Marah karena pimpinannya ditahan, banyak simpatisan efpei melakukan protes. Macam cara dibuatnya hingga hal tak masuk akal, ramai-ramai ingin turut masuk penjara bersama junjungannya.
Bukan hanya itu, protes sebagai aksi mereka lakukan dengan pelemparan bom molotov di Polda Sulawesi Selatan dan geruduk massa di Polres Ciamis pada Minggu, 13 Desember 2020.
Tak disangka, gaung kinerja berani Pangdam Jaya dan Kapolda Metro, bersahut positif, Kepala Badan Pemeliharaan Keamanan (Kabaharkam) Polri, Komjen. Pol. Drs. Agus Andrianto, S.H.,M.H. angkat bicara.
Jendral Polisi berbintang 3 ini mengingatkan seluruh Kapolda di Indonesia untuk bersiaga mengantisipasi kejadian yang sama. Ia juga minta agar siapa pun Kapoldanya, dia harus berani bertindak. Kegiatan mereka sudah melanggar hukum.
"Lebih baik bertindak dan menuai risiko daripada diam yang pada akhirnya justru berdampak pada kecemasan di masyarakat secara umum." Demikian Kabaharkam membuat pernyataan.
Dasar hukumnya pun sangat jelas, Telegram Kapolri.
Pencopotan dua Kapolda DKI dan Jabar pun juga dijadikan rujukan. Keduanya terpental dari jabatan karena dianggap gamang dan lambat menangani perkara serupa.
Apa makna himbauan Kabaharkam Polri atas fenomena amuk simpatisan efpei itu?
Efpei diujung tanduk. Cerita tentang pembubaran organisasi itu akan segera menyusul. Paling tidak, himbauan untuk berani bertindak tegas pada kepongahan para simpatisan efpei sudah terang benderang dilakukan oleh seorang Kabaharkam, Jendral dengan 3 bintang di pundaknya.
Himbauan itu juga bermakna harapan sikap tegas aparat kepolisian di seluruh Indonesia untuk berjarak dengan efpei.
"Koq berjarak?"
Percaya atau tidak, penetrasi efpei di tubuh Polri maupun TNI yang sudah cukup mengakar bukan menjadi cerita rahasia lagi bukan?

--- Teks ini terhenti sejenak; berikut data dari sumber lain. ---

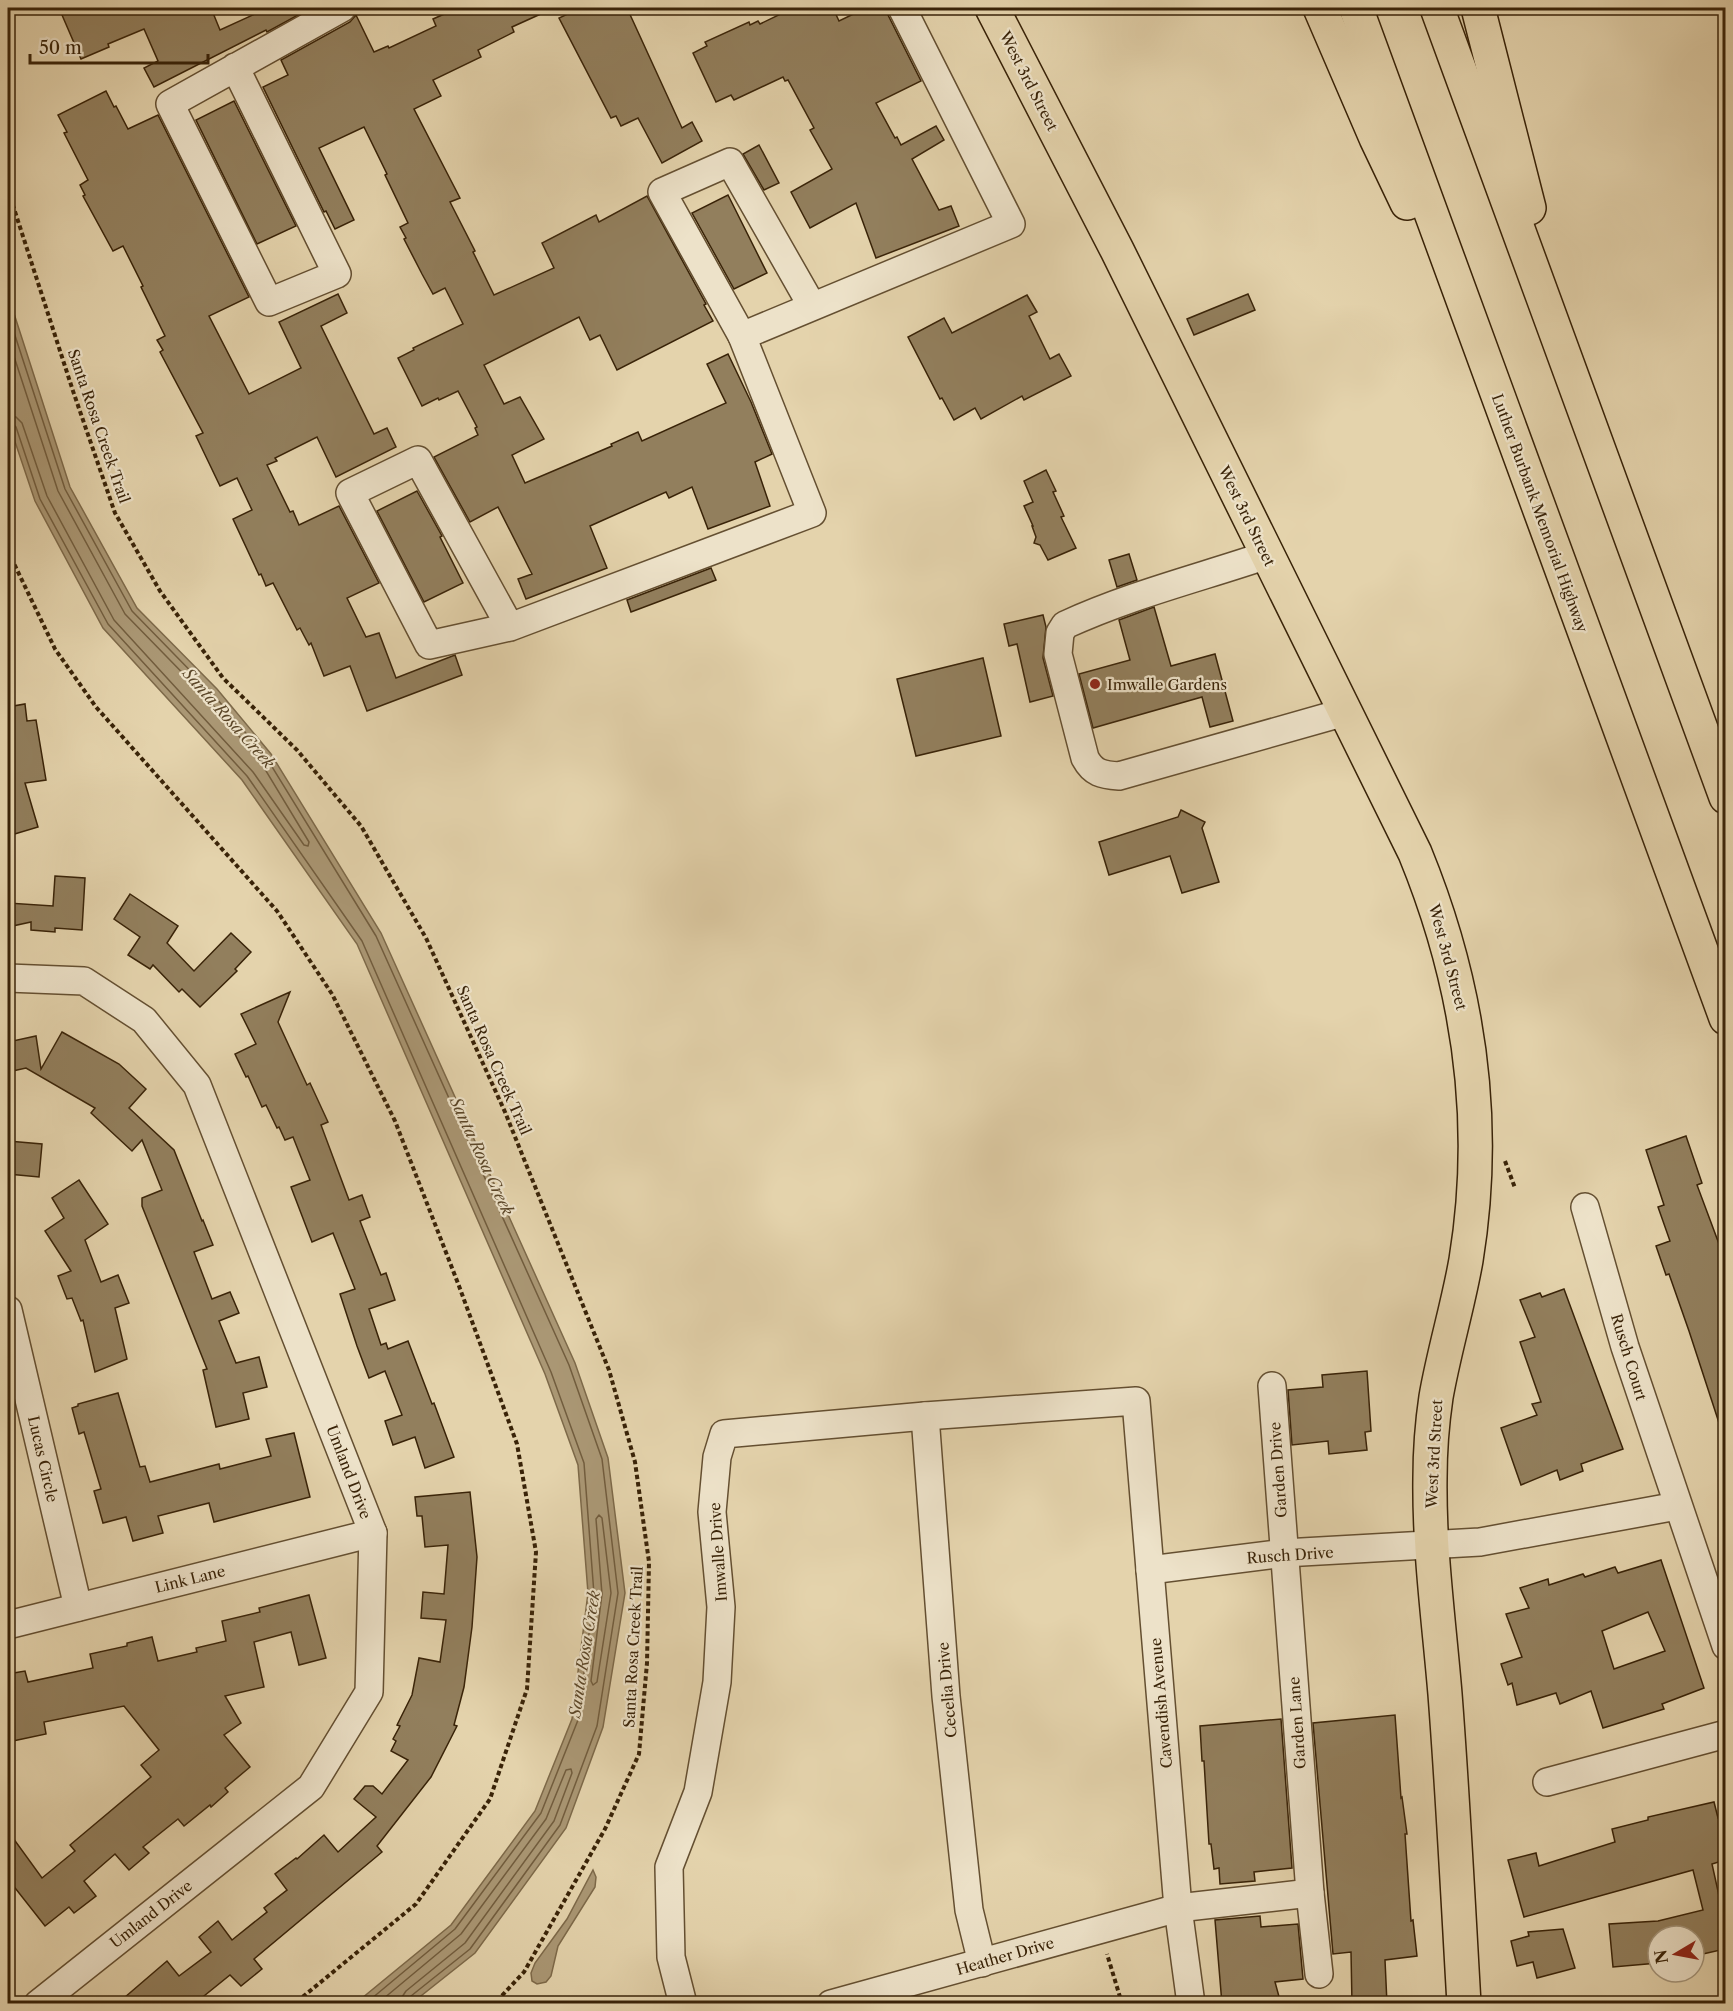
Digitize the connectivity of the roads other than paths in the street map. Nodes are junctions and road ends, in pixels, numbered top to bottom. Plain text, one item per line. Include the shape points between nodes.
1 (342, 8) edge
2 (902, 8) edge
3 (992, 8) edge
4 (1320, 8) edge
5 (1356, 8) edge
6 (1437, 8) edge
7 (1478, 8) edge
8 (235, 67) junction
9 (812, 306) junction
10 (742, 336) junction
11 (1559, 342) junction
12 (1484, 358) junction
13 (1267, 555) junction
14 (510, 627) junction
15 (1344, 712) junction
16 (1725, 796) edge
17 (8, 978) edge
18 (1725, 1018) edge
19 (1584, 1207) dead end
20 (8, 1310) edge
21 (1272, 1386) dead end
22 (1136, 1401) joint
23 (925, 1416) junction
24 (1677, 1506) junction
25 (373, 1533) junction
26 (1432, 1546) junction
27 (1284, 1553) junction
28 (1150, 1570) junction
29 (78, 1607) junction
30 (8, 1624) edge
31 (1725, 1646) edge
32 (1725, 1734) edge
33 (1547, 1782) dead end
34 (1310, 1893) junction
35 (1178, 1908) junction
36 (982, 1963) junction
37 (1319, 1974) dead end
38 (38, 2004) edge
39 (683, 2004) edge
40 (831, 2004) edge
41 (1191, 2004) edge
42 (1464, 2004) edge

1 - 8 street
2 - 9 street via 1011,224
3 - 13 main road, West 3rd Street
4 - 12 main road via 1376,138
5 - 12 main road, Luther Burbank Memorial Highway
6 - 11 main road
7 - 11 main road via 1523,180
8 - 8 street via 170,104 269,302 337,274
9 - 10 street
9 - 10 street via 730,162 663,192
10 - 14 street via 812,513
11 - 16 main road
12 - 18 main road, Luther Burbank Memorial Highway
13 - 15 main road, West 3rd Street
13 - 15 street via 1152,591 1065,625 1058,654 1085,758 1091,769 1102,775 1119,776
14 - 14 street via 418,460 350,494 429,645
15 - 26 main road, West 3rd Street via 1414,853 1438,914 1463,1010 1473,1089 1473,1200 1463,1272 1435,1406 1430,1477
17 - 25 street, Umland Drive via 84,981 144,1020 197,1085
19 - 24 street, Rusch Court via 1624,1347
20 - 29 street, Lucas Circle
21 - 27 street, Garden Drive
22 - 23 street, Imwalle Drive
22 - 28 street, Cavendish Avenue
23 - 36 street, Cecelia Drive via 947,1708 969,1910
23 - 39 street, Imwalle Drive via 724,1434 717,1456 712,1512 721,1607 717,1682 698,1792 669,1867 671,1957
24 - 26 street via 1480,1542
24 - 31 street, Rusch Court
25 - 29 street, Link Lane
25 - 38 street, Umland Drive via 369,1692 310,1787
26 - 27 street, Rusch Drive
26 - 42 main road, West 3rd Street
27 - 28 street, Rusch Drive
27 - 34 street, Garden Lane
28 - 35 street, Cavendish Avenue
29 - 30 street, Link Lane
32 - 33 street
34 - 35 street
34 - 37 street, Garden Lane
35 - 36 street, Heather Drive
35 - 41 street, Cavendish Avenue
36 - 40 street, Heather Drive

Lihat saja beberapa kejadian dimana marak di media sosial seorang istri perwira menengah yang dengan berani dan lantang mengambil sikap berseberangan dengan pemerintah. Sikap tak elok dan tak sewajar sebagai seorang istri andi negara, istri aparat.
Mungkinkah sang istri berdiri sendiri tanpa sepengetahuan sang suami? Mustahil.
Artinya, pembersihan pengaruh organisasi itu sedang dibuat gencar. Benderang dan jelas perlawanan itu digaungkan dari level tertinggi institusi negara.
Itu berita bagus. Itu bias positif sinar terang dan baik dapat dilihat sebagai tanda dari bagaimana pemerintahan Jokowi saat ini. Itu cerita tentang perlahan dan pasti bahwa akar kuat cengkeraman dan pengaruh menahun organisasi itu perlahan mulai tercabut.
Mungkin terlalu berlebihan menganggap efpei sekuat dan sehebat itu, namun efpei sebagai faksi dalam tubuh institusi dan digunakan sebagai alat kepentingan kelompok tertentu, jelas bukan hal mengada ada.
Dia dulu memang dibuat dengan niat, bukan lahir karena takdir. Dia selalu terpakai sebagai proxy untuk dan atas nama sehingga sangat berguna. Paling tidak dia adalah payung ketika hujan besar dan baju tak lagi dapat melindungi tubuh mereka yang memanfaatkannya.
Bukan hanya sebagai payung maka dia sangat berguna dan layak terus dipelihara. Dia bahkan akan digunakan dalam kegiatan melawan dan menekan pemerintahan sah yang cenderung gamang dan mudah disetir.
Pemerintah yang tak kuat menahan gelombang kuat invicible hand, penguasa sesungguhnya sebuah negara. Birokrat korup. Kekuasaan bersama segelintir penguasa berdasarkan asas kepentingan kelompok. Turun temurun.
Bukan efpei atau imam besar itu yang sudah sangat kuat, rasa seagama dan militansi pengikutnya yang sudah demikian kuat dan menahun dan tersebar merata di seluruh Indonesia kini coba kembali digaungkan sebagai cerita konsolidasi.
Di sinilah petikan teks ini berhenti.